Top of Data extract

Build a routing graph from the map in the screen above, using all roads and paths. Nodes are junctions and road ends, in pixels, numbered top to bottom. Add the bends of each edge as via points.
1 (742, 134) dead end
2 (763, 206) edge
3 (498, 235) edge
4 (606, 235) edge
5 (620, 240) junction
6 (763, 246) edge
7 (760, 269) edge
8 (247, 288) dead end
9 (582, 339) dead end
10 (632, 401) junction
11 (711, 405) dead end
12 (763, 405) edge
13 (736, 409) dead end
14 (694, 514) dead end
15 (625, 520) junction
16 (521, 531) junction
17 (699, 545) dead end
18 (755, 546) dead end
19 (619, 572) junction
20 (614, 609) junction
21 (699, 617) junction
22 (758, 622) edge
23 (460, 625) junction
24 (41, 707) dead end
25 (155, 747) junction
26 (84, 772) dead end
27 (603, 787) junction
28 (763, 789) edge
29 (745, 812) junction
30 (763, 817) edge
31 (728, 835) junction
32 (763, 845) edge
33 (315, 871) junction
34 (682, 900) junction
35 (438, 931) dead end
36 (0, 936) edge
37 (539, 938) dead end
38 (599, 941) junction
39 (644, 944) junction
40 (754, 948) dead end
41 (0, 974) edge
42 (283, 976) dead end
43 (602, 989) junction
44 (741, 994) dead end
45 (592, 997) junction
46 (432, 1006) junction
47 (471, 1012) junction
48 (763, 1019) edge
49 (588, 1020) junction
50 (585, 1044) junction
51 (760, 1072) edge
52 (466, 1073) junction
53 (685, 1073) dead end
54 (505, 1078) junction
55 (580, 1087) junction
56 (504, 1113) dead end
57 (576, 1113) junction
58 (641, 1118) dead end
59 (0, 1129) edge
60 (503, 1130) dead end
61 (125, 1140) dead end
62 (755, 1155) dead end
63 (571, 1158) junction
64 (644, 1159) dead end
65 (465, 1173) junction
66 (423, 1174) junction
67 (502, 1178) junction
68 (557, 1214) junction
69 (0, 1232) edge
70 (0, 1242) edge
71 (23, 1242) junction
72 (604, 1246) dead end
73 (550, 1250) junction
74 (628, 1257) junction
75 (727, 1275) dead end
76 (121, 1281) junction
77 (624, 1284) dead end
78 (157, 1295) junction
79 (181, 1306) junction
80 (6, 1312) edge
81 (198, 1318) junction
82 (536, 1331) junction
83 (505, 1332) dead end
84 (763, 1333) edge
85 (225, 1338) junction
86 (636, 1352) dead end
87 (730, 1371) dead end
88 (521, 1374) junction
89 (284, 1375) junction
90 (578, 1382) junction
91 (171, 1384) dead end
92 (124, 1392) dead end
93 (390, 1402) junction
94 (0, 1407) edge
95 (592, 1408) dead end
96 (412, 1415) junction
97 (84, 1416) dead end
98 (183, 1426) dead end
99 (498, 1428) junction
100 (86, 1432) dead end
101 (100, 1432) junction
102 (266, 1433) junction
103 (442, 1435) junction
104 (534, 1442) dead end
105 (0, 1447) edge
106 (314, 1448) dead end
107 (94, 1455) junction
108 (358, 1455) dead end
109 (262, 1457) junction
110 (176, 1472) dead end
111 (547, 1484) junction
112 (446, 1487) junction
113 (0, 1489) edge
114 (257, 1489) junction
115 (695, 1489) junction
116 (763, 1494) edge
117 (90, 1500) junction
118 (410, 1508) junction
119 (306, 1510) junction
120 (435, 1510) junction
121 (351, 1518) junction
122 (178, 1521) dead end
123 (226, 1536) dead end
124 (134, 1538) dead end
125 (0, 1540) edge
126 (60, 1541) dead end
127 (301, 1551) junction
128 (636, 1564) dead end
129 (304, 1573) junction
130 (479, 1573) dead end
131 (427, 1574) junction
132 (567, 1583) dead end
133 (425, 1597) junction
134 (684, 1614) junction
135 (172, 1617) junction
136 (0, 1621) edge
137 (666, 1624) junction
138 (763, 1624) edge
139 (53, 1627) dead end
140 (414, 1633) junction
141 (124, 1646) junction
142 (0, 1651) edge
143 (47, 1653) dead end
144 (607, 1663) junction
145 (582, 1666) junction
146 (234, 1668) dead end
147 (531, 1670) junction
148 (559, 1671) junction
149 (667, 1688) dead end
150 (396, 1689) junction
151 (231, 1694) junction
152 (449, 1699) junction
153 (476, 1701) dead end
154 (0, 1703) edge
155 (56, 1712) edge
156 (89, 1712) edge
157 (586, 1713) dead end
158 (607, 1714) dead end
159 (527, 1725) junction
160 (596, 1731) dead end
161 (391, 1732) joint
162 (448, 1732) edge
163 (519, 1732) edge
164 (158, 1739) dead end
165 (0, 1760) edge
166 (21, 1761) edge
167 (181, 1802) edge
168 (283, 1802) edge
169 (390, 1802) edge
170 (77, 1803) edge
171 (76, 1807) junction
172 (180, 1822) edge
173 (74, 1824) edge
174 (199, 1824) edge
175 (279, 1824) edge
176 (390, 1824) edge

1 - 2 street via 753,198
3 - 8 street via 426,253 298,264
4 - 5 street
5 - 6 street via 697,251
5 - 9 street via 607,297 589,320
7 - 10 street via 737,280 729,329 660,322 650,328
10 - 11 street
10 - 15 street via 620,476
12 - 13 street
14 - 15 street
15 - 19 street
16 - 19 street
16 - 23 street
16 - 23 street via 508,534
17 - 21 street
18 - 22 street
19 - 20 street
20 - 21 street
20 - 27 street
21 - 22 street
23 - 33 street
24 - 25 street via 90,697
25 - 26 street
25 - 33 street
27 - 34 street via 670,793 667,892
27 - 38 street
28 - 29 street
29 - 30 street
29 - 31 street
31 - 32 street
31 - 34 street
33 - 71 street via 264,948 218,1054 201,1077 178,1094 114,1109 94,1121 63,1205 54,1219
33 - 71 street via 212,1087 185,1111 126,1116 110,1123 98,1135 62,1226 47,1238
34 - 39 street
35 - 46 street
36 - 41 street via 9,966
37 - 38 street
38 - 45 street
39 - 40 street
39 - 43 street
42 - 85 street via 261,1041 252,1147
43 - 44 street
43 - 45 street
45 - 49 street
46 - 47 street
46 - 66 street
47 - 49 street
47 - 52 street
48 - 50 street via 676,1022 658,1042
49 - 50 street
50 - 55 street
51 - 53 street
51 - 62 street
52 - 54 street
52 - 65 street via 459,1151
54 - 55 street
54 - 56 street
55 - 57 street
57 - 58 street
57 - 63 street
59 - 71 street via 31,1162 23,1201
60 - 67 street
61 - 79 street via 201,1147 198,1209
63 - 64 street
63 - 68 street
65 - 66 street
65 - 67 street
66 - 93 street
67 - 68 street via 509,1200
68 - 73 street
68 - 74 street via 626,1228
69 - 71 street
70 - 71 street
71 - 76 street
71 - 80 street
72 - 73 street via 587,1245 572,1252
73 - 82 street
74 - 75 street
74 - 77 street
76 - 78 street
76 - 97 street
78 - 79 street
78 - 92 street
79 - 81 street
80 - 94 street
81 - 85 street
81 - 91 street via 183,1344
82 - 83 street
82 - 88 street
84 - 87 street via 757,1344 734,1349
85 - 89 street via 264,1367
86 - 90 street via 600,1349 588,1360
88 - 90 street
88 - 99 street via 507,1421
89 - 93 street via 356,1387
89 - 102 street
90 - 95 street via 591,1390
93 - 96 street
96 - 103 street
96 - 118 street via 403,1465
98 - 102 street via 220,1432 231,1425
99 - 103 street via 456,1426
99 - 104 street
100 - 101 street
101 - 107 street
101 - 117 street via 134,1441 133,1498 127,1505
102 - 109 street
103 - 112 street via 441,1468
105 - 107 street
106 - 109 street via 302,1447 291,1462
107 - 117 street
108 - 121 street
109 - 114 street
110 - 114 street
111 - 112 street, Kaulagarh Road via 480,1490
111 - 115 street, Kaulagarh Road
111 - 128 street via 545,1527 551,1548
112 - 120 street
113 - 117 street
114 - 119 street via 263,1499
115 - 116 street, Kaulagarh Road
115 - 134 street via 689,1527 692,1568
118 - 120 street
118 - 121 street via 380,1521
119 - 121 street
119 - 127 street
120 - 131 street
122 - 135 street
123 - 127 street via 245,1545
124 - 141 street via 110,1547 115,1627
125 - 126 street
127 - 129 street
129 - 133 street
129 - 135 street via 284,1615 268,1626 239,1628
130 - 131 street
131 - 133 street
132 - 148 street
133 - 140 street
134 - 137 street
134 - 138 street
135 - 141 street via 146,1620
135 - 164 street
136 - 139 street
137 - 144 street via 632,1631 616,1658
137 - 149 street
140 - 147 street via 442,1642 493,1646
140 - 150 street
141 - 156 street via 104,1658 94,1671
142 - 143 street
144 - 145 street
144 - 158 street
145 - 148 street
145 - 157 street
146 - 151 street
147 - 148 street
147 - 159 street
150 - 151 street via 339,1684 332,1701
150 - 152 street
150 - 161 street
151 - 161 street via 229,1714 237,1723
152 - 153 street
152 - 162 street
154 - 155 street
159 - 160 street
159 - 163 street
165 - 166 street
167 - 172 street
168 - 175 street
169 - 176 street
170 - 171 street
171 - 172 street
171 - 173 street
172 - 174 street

Bottom of Data extract

• _What the exercise asks_: Every line in the data that holds "Kaulagarh" should be copied out.

• _Result_:
111 - 112 street, Kaulagarh Road via 480,1490
111 - 115 street, Kaulagarh Road
115 - 116 street, Kaulagarh Road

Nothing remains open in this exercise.